Instructions to follow:
Transcribe each entry exactly, without pictures.

Material shown:

BEGIN

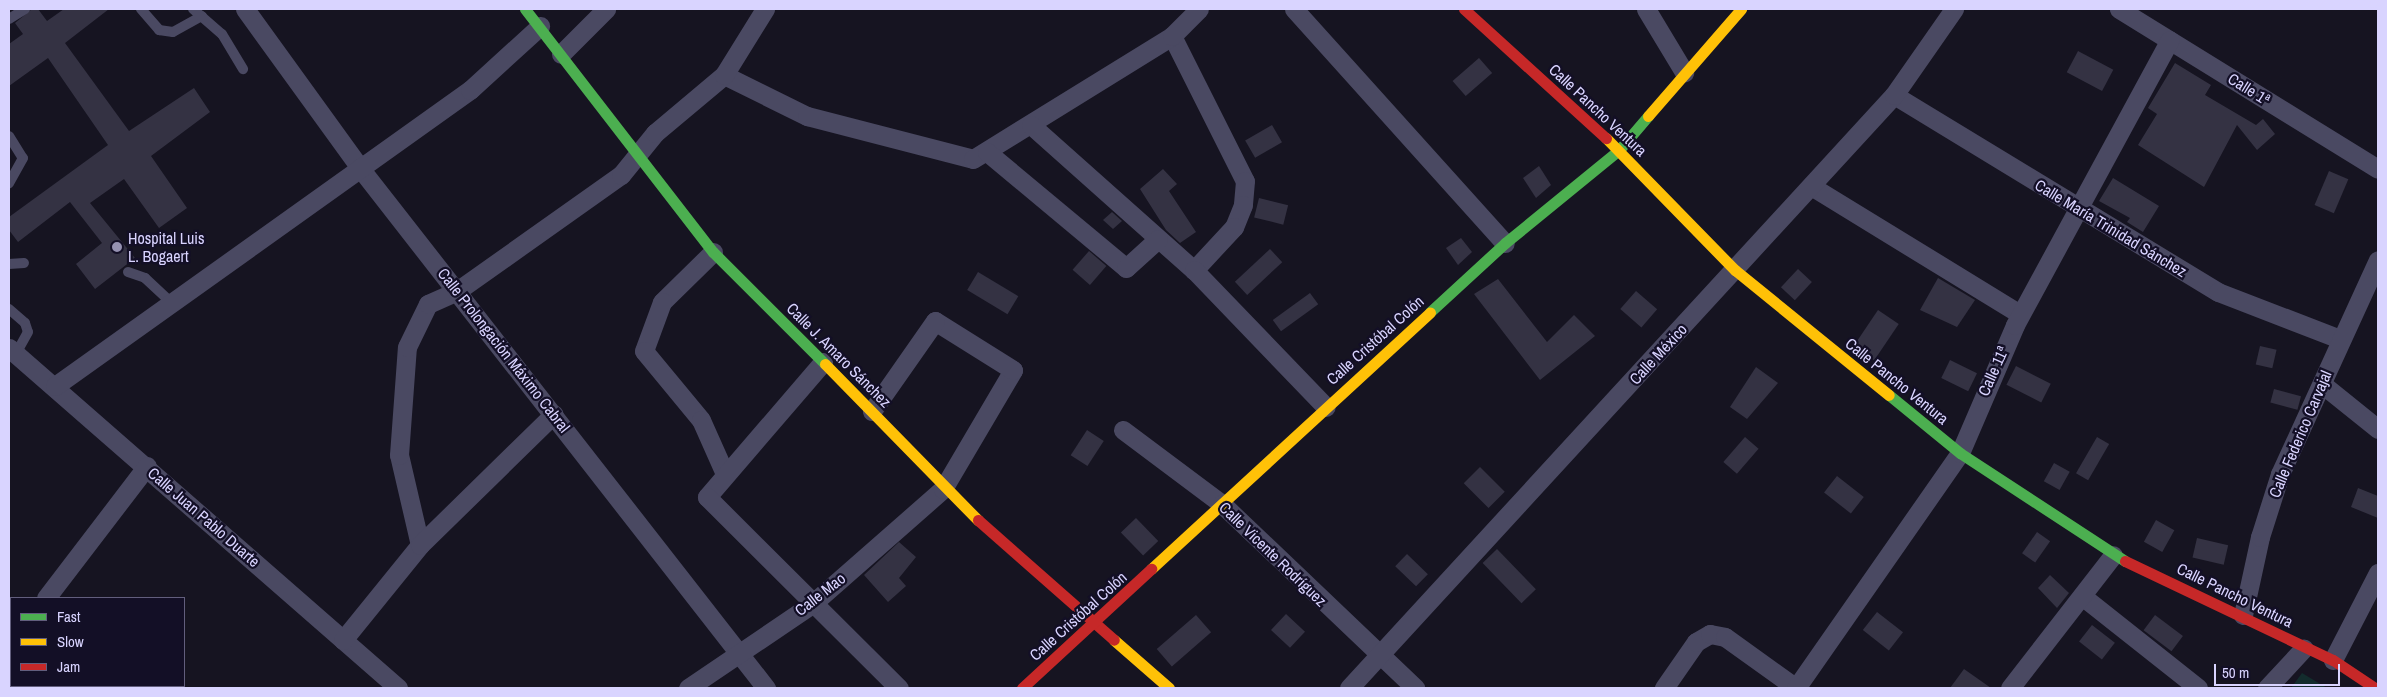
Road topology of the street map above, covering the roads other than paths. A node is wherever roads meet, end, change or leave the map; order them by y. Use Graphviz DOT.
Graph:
graph roads {
  1 [pos="25,9"];
  2 [pos="141,9"];
  3 [pos="193,9"];
  4 [pos="245,9"];
  5 [pos="525,9"];
  6 [pos="606,9"];
  7 [pos="766,9"];
  8 [pos="1199,9"];
  9 [pos="1294,9"];
  10 [pos="1464,9"];
  11 [pos="1646,9"];
  12 [pos="1741,9"];
  13 [pos="1954,9"];
  14 [pos="2119,9"];
  15 [pos="2144,15"];
  16 [pos="202,16"];
  17 [pos="9,19"];
  18 [pos="540,26"];
  19 [pos="1172,36"];
  20 [pos="2170,40"];
  21 [pos="561,54"];
  22 [pos="243,69"];
  23 [pos="1684,72"];
  24 [pos="724,75"];
  25 [pos="1894,94"];
  26 [pos="1031,125"];
  27 [pos="9,136"];
  28 [pos="1619,150"];
  29 [pos="988,152"];
  30 [pos="639,156"];
  31 [pos="360,168"];
  32 [pos="2378,169"];
  33 [pos="9,183"];
  34 [pos="1811,186"];
  35 [pos="2080,210"];
  36 [pos="1158,239"];
  37 [pos="1506,243"];
  38 [pos="713,252"];
  39 [pos="2378,260"];
  40 [pos="24,263"];
  41 [pos="9,264"];
  42 [pos="1194,270"];
  43 [pos="1735,270"];
  44 [pos="128,272"];
  45 [pos="457,291"];
  46 [pos="172,302"];
  47 [pos="9,309"];
  48 [pos="2020,314"];
  49 [pos="2340,339"];
  50 [pos="12,351"];
  51 [pos="823,362"];
  52 [pos="2322,384"];
  53 [pos="55,386"];
  54 [pos="1326,407"];
  55 [pos="872,411"];
  56 [pos="554,414"];
  57 [pos="2378,429"];
  58 [pos="1123,430"];
  59 [pos="1960,453"];
  60 [pos="147,466"];
  61 [pos="725,474"];
  62 [pos="943,489"];
  63 [pos="1222,504"];
  64 [pos="420,545"];
  65 [pos="2113,555"];
  66 [pos="2378,573"];
  67 [pos="2082,596"];
  68 [pos="47,597"];
  69 [pos="812,604"];
  70 [pos="2244,615"];
  71 [pos="1094,625"];
  72 [pos="343,640"];
  73 [pos="2304,648"];
  74 [pos="739,650"];
  75 [pos="1378,656"];
  76 [pos="2333,660"];
  77 [pos="398,688"];
  78 [pos="688,688"];
  79 [pos="766,688"];
  80 [pos="899,688"];
  81 [pos="1022,688"];
  82 [pos="1169,688"];
  83 [pos="1350,688"];
  84 [pos="1415,688"];
  85 [pos="1664,688"];
  86 [pos="1796,688"];
  87 [pos="2010,688"];
  88 [pos="2198,688"];
  89 [pos="2267,688"];
  90 [pos="2375,688"];
  1 -- 17 [label="lane"];
  2 -- 16 [label="lane"];
  3 -- 16 [label="lane"];
  4 -- 31 [label="street, Calle Prolongación Máximo Cabral"];
  5 -- 18 [label="street, Calle J. Amaro Sánchez"];
  6 -- 21 [label="street"];
  7 -- 24 [label="street"];
  8 -- 19 [label="street"];
  9 -- 37 [label="street"];
  10 -- 28 [label="street, Calle Pancho Ventura"];
  11 -- 23 [label="street"];
  12 -- 23 [label="street, Calle Cristóbal Colón"];
  13 -- 25 [label="street, Calle México"];
  14 -- 15 [label="street, Calle 1ª"];
  15 -- 20 [label="street, Calle 1ª"];
  16 -- 22 [label="lane"];
  18 -- 21 [label="street, Calle J. Amaro Sánchez"];
  18 -- 31 [label="street"];
  19 -- 26 [label="street"];
  19 -- 42 [label="street"];
  20 -- 32 [label="street, Calle 1ª"];
  20 -- 35 [label="street, Calle 11ª"];
  21 -- 30 [label="street, Calle J. Amaro Sánchez"];
  23 -- 28 [label="street, Calle Cristóbal Colón"];
  24 -- 29 [label="street"];
  24 -- 30 [label="street"];
  25 -- 34 [label="street, Calle México"];
  25 -- 35 [label="street, Calle María Trinidad Sánchez"];
  26 -- 29 [label="street"];
  26 -- 36 [label="street"];
  27 -- 33 [label="lane"];
  28 -- 37 [label="street, Calle Cristóbal Colón"];
  28 -- 43 [label="street, Calle Pancho Ventura"];
  29 -- 36 [label="street"];
  30 -- 38 [label="street, Calle J. Amaro Sánchez"];
  30 -- 45 [label="street"];
  31 -- 45 [label="street, Calle Prolongación Máximo Cabral"];
  31 -- 46 [label="street"];
  34 -- 43 [label="street, Calle México"];
  34 -- 48 [label="street"];
  35 -- 48 [label="street, Calle 11ª"];
  35 -- 49 [label="street, Calle María Trinidad Sánchez"];
  36 -- 42 [label="street"];
  37 -- 54 [label="street, Calle Cristóbal Colón"];
  38 -- 51 [label="street, Calle J. Amaro Sánchez"];
  38 -- 61 [label="street"];
  39 -- 49 [label="street, Calle Federico Carvajal"];
  40 -- 41 [label="lane"];
  42 -- 54 [label="street"];
  43 -- 59 [label="street, Calle Pancho Ventura"];
  43 -- 75 [label="street, Calle México"];
  44 -- 46 [label="lane"];
  45 -- 56 [label="street, Calle Prolongación Máximo Cabral"];
  45 -- 64 [label="street"];
  46 -- 53 [label="street"];
  47 -- 50 [label="lane"];
  48 -- 59 [label="street, Calle 11ª"];
  49 -- 52 [label="street, Calle Federico Carvajal"];
  50 -- 53 [label="street, Calle Juan Pablo Duarte"];
  51 -- 55 [label="street, Calle J. Amaro Sánchez"];
  51 -- 61 [label="street"];
  52 -- 57 [label="street"];
  52 -- 70 [label="street, Calle Federico Carvajal"];
  53 -- 60 [label="street, Calle Juan Pablo Duarte"];
  54 -- 63 [label="street, Calle Cristóbal Colón"];
  55 -- 62 [label="street, Calle J. Amaro Sánchez"];
  55 -- 62 [label="street, Calle Mao"];
  56 -- 64 [label="street"];
  56 -- 74 [label="street, Calle Prolongación Máximo Cabral"];
  58 -- 63 [label="street, Calle Vicente Rodríguez"];
  59 -- 65 [label="street, Calle Pancho Ventura"];
  59 -- 86 [label="street, Calle 11ª"];
  60 -- 68 [label="street"];
  60 -- 72 [label="street, Calle Juan Pablo Duarte"];
  61 -- 69 [label="street"];
  62 -- 69 [label="street, Calle Mao"];
  62 -- 71 [label="street, Calle J. Amaro Sánchez"];
  63 -- 71 [label="street, Calle Cristóbal Colón"];
  63 -- 75 [label="street, Calle Vicente Rodríguez"];
  64 -- 72 [label="street"];
  65 -- 67 [label="street"];
  65 -- 70 [label="street, Calle Pancho Ventura"];
  66 -- 76 [label="street"];
  67 -- 87 [label="street"];
  67 -- 88 [label="street"];
  69 -- 74 [label="street, Calle Mao"];
  69 -- 80 [label="street"];
  70 -- 73 [label="street, Calle Pancho Ventura"];
  71 -- 81 [label="street, Calle Cristóbal Colón"];
  71 -- 82 [label="street, Calle J. Amaro Sánchez"];
  72 -- 77 [label="street, Calle Juan Pablo Duarte"];
  73 -- 76 [label="street, Calle Pancho Ventura"];
  73 -- 89 [label="street"];
  74 -- 78 [label="street, Calle Mao"];
  74 -- 79 [label="street, Calle Prolongación Máximo Cabral"];
  75 -- 83 [label="street, Calle México"];
  75 -- 84 [label="street, Calle Vicente Rodríguez"];
  76 -- 90 [label="street, Calle Pancho Ventura"];
  85 -- 86 [label="street"];
}
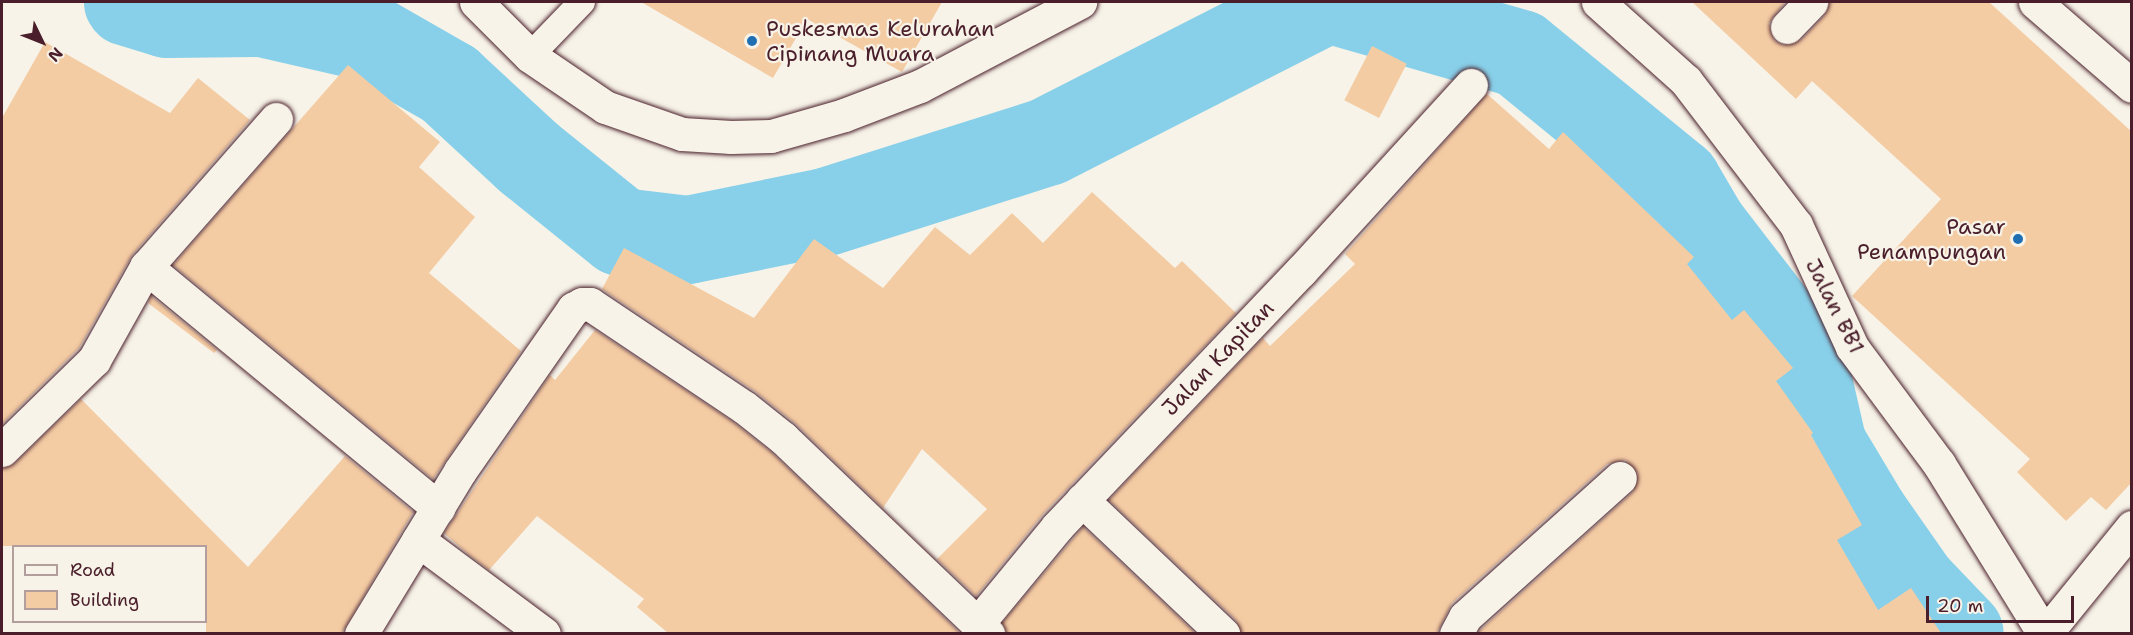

END

Written answer:
Road topology of the street map above, covering the roads other than paths. A node is wherever roads meet, end, change or leave the map; order them by y. Use Graphviz DOT.
Graph:
graph roads {
  1 [pos="25,9"];
  2 [pos="141,9"];
  3 [pos="193,9"];
  4 [pos="245,9"];
  5 [pos="525,9"];
  6 [pos="606,9"];
  7 [pos="766,9"];
  8 [pos="1199,9"];
  9 [pos="1294,9"];
  10 [pos="1464,9"];
  11 [pos="1646,9"];
  12 [pos="1741,9"];
  13 [pos="1954,9"];
  14 [pos="2119,9"];
  15 [pos="2144,15"];
  16 [pos="202,16"];
  17 [pos="9,19"];
  18 [pos="540,26"];
  19 [pos="1172,36"];
  20 [pos="2170,40"];
  21 [pos="561,54"];
  22 [pos="243,69"];
  23 [pos="1684,72"];
  24 [pos="724,75"];
  25 [pos="1894,94"];
  26 [pos="1031,125"];
  27 [pos="9,136"];
  28 [pos="1619,150"];
  29 [pos="988,152"];
  30 [pos="639,156"];
  31 [pos="360,168"];
  32 [pos="2378,169"];
  33 [pos="9,183"];
  34 [pos="1811,186"];
  35 [pos="2080,210"];
  36 [pos="1158,239"];
  37 [pos="1506,243"];
  38 [pos="713,252"];
  39 [pos="2378,260"];
  40 [pos="24,263"];
  41 [pos="9,264"];
  42 [pos="1194,270"];
  43 [pos="1735,270"];
  44 [pos="128,272"];
  45 [pos="457,291"];
  46 [pos="172,302"];
  47 [pos="9,309"];
  48 [pos="2020,314"];
  49 [pos="2340,339"];
  50 [pos="12,351"];
  51 [pos="823,362"];
  52 [pos="2322,384"];
  53 [pos="55,386"];
  54 [pos="1326,407"];
  55 [pos="872,411"];
  56 [pos="554,414"];
  57 [pos="2378,429"];
  58 [pos="1123,430"];
  59 [pos="1960,453"];
  60 [pos="147,466"];
  61 [pos="725,474"];
  62 [pos="943,489"];
  63 [pos="1222,504"];
  64 [pos="420,545"];
  65 [pos="2113,555"];
  66 [pos="2378,573"];
  67 [pos="2082,596"];
  68 [pos="47,597"];
  69 [pos="812,604"];
  70 [pos="2244,615"];
  71 [pos="1094,625"];
  72 [pos="343,640"];
  73 [pos="2304,648"];
  74 [pos="739,650"];
  75 [pos="1378,656"];
  76 [pos="2333,660"];
  77 [pos="398,688"];
  78 [pos="688,688"];
  79 [pos="766,688"];
  80 [pos="899,688"];
  81 [pos="1022,688"];
  82 [pos="1169,688"];
  83 [pos="1350,688"];
  84 [pos="1415,688"];
  85 [pos="1664,688"];
  86 [pos="1796,688"];
  87 [pos="2010,688"];
  88 [pos="2198,688"];
  89 [pos="2267,688"];
  90 [pos="2375,688"];
  1 -- 17 [label="lane"];
  2 -- 16 [label="lane"];
  3 -- 16 [label="lane"];
  4 -- 31 [label="street, Calle Prolongación Máximo Cabral"];
  5 -- 18 [label="street, Calle J. Amaro Sánchez"];
  6 -- 21 [label="street"];
  7 -- 24 [label="street"];
  8 -- 19 [label="street"];
  9 -- 37 [label="street"];
  10 -- 28 [label="street, Calle Pancho Ventura"];
  11 -- 23 [label="street"];
  12 -- 23 [label="street, Calle Cristóbal Colón"];
  13 -- 25 [label="street, Calle México"];
  14 -- 15 [label="street, Calle 1ª"];
  15 -- 20 [label="street, Calle 1ª"];
  16 -- 22 [label="lane"];
  18 -- 21 [label="street, Calle J. Amaro Sánchez"];
  18 -- 31 [label="street"];
  19 -- 26 [label="street"];
  19 -- 42 [label="street"];
  20 -- 32 [label="street, Calle 1ª"];
  20 -- 35 [label="street, Calle 11ª"];
  21 -- 30 [label="street, Calle J. Amaro Sánchez"];
  23 -- 28 [label="street, Calle Cristóbal Colón"];
  24 -- 29 [label="street"];
  24 -- 30 [label="street"];
  25 -- 34 [label="street, Calle México"];
  25 -- 35 [label="street, Calle María Trinidad Sánchez"];
  26 -- 29 [label="street"];
  26 -- 36 [label="street"];
  27 -- 33 [label="lane"];
  28 -- 37 [label="street, Calle Cristóbal Colón"];
  28 -- 43 [label="street, Calle Pancho Ventura"];
  29 -- 36 [label="street"];
  30 -- 38 [label="street, Calle J. Amaro Sánchez"];
  30 -- 45 [label="street"];
  31 -- 45 [label="street, Calle Prolongación Máximo Cabral"];
  31 -- 46 [label="street"];
  34 -- 43 [label="street, Calle México"];
  34 -- 48 [label="street"];
  35 -- 48 [label="street, Calle 11ª"];
  35 -- 49 [label="street, Calle María Trinidad Sánchez"];
  36 -- 42 [label="street"];
  37 -- 54 [label="street, Calle Cristóbal Colón"];
  38 -- 51 [label="street, Calle J. Amaro Sánchez"];
  38 -- 61 [label="street"];
  39 -- 49 [label="street, Calle Federico Carvajal"];
  40 -- 41 [label="lane"];
  42 -- 54 [label="street"];
  43 -- 59 [label="street, Calle Pancho Ventura"];
  43 -- 75 [label="street, Calle México"];
  44 -- 46 [label="lane"];
  45 -- 56 [label="street, Calle Prolongación Máximo Cabral"];
  45 -- 64 [label="street"];
  46 -- 53 [label="street"];
  47 -- 50 [label="lane"];
  48 -- 59 [label="street, Calle 11ª"];
  49 -- 52 [label="street, Calle Federico Carvajal"];
  50 -- 53 [label="street, Calle Juan Pablo Duarte"];
  51 -- 55 [label="street, Calle J. Amaro Sánchez"];
  51 -- 61 [label="street"];
  52 -- 57 [label="street"];
  52 -- 70 [label="street, Calle Federico Carvajal"];
  53 -- 60 [label="street, Calle Juan Pablo Duarte"];
  54 -- 63 [label="street, Calle Cristóbal Colón"];
  55 -- 62 [label="street, Calle J. Amaro Sánchez"];
  55 -- 62 [label="street, Calle Mao"];
  56 -- 64 [label="street"];
  56 -- 74 [label="street, Calle Prolongación Máximo Cabral"];
  58 -- 63 [label="street, Calle Vicente Rodríguez"];
  59 -- 65 [label="street, Calle Pancho Ventura"];
  59 -- 86 [label="street, Calle 11ª"];
  60 -- 68 [label="street"];
  60 -- 72 [label="street, Calle Juan Pablo Duarte"];
  61 -- 69 [label="street"];
  62 -- 69 [label="street, Calle Mao"];
  62 -- 71 [label="street, Calle J. Amaro Sánchez"];
  63 -- 71 [label="street, Calle Cristóbal Colón"];
  63 -- 75 [label="street, Calle Vicente Rodríguez"];
  64 -- 72 [label="street"];
  65 -- 67 [label="street"];
  65 -- 70 [label="street, Calle Pancho Ventura"];
  66 -- 76 [label="street"];
  67 -- 87 [label="street"];
  67 -- 88 [label="street"];
  69 -- 74 [label="street, Calle Mao"];
  69 -- 80 [label="street"];
  70 -- 73 [label="street, Calle Pancho Ventura"];
  71 -- 81 [label="street, Calle Cristóbal Colón"];
  71 -- 82 [label="street, Calle J. Amaro Sánchez"];
  72 -- 77 [label="street, Calle Juan Pablo Duarte"];
  73 -- 76 [label="street, Calle Pancho Ventura"];
  73 -- 89 [label="street"];
  74 -- 78 [label="street, Calle Mao"];
  74 -- 79 [label="street, Calle Prolongación Máximo Cabral"];
  75 -- 83 [label="street, Calle México"];
  75 -- 84 [label="street, Calle Vicente Rodríguez"];
  76 -- 90 [label="street, Calle Pancho Ventura"];
  85 -- 86 [label="street"];
}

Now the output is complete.